▶ Exercise instructions: Which lines below include the string "node"? Please show each one.
[Supplied data — start]
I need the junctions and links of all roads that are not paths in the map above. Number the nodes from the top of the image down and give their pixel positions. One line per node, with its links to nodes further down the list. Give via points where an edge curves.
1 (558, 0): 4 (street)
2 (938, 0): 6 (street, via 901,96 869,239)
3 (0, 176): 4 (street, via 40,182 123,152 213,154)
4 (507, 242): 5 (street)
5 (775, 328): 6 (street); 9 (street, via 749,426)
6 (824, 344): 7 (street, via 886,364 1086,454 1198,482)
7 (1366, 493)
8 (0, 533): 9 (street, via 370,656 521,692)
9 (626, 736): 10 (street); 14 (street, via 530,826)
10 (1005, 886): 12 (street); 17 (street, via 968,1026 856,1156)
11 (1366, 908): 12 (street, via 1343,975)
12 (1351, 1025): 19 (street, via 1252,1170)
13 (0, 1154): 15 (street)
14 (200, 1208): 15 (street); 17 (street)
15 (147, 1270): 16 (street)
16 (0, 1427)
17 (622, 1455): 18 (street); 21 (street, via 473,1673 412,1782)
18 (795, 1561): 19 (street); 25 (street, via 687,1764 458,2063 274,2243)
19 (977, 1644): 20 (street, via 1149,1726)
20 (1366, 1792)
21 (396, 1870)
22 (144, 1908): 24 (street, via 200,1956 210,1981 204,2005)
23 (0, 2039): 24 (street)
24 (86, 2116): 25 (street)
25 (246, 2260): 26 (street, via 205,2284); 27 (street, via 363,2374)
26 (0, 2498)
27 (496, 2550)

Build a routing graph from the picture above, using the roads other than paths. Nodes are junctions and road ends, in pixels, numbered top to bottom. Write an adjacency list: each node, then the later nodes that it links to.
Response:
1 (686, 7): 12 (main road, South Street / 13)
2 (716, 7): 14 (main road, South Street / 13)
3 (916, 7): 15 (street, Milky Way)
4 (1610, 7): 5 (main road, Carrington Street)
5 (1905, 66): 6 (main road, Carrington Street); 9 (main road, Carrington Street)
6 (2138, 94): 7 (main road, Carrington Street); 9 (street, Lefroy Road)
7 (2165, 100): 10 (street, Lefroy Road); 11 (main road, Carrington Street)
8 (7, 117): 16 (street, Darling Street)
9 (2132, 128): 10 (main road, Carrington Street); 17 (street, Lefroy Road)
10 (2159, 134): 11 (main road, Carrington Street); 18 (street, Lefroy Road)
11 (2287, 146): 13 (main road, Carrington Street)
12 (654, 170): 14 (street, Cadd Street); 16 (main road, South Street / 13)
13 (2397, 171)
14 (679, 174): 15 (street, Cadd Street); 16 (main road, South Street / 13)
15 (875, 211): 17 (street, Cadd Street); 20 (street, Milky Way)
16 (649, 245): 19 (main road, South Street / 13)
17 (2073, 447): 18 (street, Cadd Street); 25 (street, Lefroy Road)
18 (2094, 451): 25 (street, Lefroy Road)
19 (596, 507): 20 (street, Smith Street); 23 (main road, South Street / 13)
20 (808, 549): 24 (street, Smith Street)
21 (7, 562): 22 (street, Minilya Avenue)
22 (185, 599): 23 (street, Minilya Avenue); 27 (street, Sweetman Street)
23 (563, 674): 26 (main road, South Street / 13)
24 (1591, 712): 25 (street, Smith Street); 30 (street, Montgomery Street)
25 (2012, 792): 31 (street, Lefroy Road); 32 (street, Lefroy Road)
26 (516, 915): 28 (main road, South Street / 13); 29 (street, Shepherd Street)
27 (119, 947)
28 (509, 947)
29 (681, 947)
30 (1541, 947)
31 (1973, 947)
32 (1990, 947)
[Supplied data — finish]
▶ Answer to the problem:
I need the junctions and links of all roads that are not paths in the map above. Number the nodes from the top of the image down and give their pixel positions. One line per node, with its links to nodes further down the list. Give via points where an edge curves.
Build a routing graph from the picture above, using the roads other than paths. Nodes are junctions and road ends, in pixels, numbered top to bottom. Write an adjacency list: each node, then the later nodes that it links to.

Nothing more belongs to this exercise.